## [What to produce]
If a line in the entries contains the string "Maria", include that line in your answer.
Given information section start
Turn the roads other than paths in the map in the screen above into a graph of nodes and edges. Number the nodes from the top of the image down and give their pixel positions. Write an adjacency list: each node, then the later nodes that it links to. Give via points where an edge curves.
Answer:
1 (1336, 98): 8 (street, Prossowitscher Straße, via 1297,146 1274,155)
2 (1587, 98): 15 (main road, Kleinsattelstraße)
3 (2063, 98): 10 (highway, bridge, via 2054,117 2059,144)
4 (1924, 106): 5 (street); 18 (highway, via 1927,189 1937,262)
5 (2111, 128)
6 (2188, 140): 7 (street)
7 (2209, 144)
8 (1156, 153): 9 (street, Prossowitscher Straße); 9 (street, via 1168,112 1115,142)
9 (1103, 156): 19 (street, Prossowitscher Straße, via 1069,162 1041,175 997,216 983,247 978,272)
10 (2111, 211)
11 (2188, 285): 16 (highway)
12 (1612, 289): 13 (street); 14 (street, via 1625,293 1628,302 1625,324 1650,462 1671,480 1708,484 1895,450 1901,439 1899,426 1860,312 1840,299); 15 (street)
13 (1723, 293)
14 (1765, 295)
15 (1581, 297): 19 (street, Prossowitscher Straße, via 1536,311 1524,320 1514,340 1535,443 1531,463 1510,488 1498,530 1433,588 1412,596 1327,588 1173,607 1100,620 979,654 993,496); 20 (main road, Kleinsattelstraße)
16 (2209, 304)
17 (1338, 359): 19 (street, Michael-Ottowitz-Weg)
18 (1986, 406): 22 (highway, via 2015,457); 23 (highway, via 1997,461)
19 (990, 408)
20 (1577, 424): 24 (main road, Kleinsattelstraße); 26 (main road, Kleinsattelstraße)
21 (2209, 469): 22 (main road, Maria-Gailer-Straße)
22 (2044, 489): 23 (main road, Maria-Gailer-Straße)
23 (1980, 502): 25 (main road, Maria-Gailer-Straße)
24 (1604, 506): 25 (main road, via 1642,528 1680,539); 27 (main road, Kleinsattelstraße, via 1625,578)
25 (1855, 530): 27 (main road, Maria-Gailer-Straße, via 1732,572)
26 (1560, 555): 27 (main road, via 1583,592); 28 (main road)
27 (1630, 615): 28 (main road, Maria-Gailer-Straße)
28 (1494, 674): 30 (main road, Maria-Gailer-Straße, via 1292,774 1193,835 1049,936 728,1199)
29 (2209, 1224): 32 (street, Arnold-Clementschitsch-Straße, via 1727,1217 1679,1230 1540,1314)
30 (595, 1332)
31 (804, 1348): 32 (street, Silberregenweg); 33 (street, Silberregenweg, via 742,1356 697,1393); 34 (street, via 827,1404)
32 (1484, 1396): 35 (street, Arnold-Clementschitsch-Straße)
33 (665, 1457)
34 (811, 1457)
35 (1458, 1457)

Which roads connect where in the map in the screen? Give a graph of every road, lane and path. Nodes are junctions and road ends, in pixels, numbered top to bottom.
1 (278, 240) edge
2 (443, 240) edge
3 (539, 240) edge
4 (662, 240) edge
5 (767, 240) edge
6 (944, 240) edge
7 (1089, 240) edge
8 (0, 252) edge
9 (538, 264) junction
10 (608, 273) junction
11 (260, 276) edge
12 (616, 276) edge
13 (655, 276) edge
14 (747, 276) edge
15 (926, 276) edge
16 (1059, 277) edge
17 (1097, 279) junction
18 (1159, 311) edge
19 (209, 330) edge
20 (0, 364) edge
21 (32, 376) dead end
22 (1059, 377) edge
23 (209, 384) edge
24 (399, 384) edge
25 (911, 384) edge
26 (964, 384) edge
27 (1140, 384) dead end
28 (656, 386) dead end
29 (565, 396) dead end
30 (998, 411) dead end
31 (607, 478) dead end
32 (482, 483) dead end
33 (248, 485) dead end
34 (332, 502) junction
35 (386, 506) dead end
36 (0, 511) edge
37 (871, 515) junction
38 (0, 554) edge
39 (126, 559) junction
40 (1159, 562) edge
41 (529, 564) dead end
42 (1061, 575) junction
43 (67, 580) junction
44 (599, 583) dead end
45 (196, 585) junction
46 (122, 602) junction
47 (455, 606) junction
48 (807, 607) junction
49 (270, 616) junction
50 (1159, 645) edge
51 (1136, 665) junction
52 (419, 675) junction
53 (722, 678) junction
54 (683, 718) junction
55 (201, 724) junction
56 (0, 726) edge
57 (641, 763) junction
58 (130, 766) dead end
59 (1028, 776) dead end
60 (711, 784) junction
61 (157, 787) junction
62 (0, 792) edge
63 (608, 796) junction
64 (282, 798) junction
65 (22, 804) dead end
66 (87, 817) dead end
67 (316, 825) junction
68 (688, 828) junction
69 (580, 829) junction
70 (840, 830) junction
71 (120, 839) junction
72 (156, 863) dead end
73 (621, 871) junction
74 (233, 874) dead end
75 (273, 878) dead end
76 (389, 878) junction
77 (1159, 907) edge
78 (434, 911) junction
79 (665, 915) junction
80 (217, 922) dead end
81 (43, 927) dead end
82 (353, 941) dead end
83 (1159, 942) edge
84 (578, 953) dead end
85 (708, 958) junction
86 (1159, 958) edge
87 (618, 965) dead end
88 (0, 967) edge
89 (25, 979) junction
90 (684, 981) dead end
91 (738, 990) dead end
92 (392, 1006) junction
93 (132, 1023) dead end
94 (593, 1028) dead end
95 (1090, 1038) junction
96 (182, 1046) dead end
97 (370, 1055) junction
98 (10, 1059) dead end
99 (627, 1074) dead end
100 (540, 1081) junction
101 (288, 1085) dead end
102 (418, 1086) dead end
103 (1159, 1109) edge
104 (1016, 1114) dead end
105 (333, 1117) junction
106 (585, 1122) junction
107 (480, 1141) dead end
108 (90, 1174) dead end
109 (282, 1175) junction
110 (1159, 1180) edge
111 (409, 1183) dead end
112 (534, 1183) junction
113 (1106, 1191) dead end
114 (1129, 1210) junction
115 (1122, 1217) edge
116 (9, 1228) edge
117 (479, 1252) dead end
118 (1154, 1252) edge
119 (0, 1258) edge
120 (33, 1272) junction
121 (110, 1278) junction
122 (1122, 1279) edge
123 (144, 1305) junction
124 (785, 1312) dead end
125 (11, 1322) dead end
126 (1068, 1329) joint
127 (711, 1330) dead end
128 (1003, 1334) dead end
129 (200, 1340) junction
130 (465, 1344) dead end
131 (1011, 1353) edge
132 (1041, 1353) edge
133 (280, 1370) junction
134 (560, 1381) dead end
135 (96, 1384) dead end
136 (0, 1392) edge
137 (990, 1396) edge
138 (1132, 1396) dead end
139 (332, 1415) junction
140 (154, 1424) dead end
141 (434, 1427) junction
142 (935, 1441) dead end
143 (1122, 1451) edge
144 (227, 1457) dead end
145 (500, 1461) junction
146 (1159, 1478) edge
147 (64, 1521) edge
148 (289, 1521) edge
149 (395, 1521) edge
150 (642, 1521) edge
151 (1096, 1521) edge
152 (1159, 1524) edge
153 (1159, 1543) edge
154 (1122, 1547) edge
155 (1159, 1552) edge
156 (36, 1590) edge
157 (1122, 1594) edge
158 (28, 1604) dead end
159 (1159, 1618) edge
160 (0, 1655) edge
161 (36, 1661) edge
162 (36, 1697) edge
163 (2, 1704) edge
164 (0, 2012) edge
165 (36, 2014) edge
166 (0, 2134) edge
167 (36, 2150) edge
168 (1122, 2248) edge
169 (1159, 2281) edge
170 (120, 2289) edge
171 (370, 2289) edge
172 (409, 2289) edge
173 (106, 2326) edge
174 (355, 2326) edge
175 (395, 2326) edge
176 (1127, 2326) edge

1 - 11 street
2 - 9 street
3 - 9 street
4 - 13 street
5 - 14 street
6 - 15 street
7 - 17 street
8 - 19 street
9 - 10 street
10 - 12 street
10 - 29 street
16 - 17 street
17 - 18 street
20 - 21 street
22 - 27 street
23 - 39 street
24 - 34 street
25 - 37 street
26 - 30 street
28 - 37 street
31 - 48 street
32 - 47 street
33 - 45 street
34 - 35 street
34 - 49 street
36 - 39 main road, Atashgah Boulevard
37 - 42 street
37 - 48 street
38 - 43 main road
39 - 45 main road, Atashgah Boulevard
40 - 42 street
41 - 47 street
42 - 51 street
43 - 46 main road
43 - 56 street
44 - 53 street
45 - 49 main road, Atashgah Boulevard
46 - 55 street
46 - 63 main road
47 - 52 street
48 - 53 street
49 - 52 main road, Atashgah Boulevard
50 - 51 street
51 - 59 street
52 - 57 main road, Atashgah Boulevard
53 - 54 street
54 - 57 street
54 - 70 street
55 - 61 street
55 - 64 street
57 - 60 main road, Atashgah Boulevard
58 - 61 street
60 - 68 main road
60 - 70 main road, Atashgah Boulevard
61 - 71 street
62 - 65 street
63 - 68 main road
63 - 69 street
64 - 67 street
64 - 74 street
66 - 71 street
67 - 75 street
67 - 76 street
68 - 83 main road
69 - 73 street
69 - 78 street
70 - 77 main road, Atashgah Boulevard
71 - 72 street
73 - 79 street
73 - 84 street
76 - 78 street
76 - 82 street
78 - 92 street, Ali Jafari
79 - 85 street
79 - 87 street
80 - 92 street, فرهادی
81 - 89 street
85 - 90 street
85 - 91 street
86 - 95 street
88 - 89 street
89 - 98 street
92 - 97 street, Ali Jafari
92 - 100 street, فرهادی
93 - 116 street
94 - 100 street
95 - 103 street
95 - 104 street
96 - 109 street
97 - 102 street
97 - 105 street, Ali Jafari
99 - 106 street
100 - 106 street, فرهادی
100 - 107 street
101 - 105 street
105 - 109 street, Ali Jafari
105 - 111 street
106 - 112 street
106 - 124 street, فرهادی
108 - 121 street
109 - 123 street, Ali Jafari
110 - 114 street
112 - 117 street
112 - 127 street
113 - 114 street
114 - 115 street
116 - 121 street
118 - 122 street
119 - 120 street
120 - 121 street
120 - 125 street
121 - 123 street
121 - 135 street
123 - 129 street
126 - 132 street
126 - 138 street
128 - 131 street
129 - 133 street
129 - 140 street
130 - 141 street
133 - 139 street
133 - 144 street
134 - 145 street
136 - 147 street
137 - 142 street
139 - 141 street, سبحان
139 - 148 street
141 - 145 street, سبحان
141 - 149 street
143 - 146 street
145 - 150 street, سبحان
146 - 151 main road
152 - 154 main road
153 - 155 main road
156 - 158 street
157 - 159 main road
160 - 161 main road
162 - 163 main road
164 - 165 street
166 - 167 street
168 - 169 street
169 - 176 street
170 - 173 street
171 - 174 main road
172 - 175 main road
Given information section end
## [Result of the task]
21 (2209, 469): 22 (main road, Maria-Gailer-Straße)
22 (2044, 489): 23 (main road, Maria-Gailer-Straße)
23 (1980, 502): 25 (main road, Maria-Gailer-Straße)
25 (1855, 530): 27 (main road, Maria-Gailer-Straße, via 1732,572)
27 (1630, 615): 28 (main road, Maria-Gailer-Straße)
28 (1494, 674): 30 (main road, Maria-Gailer-Straße, via 1292,774 1193,835 1049,936 728,1199)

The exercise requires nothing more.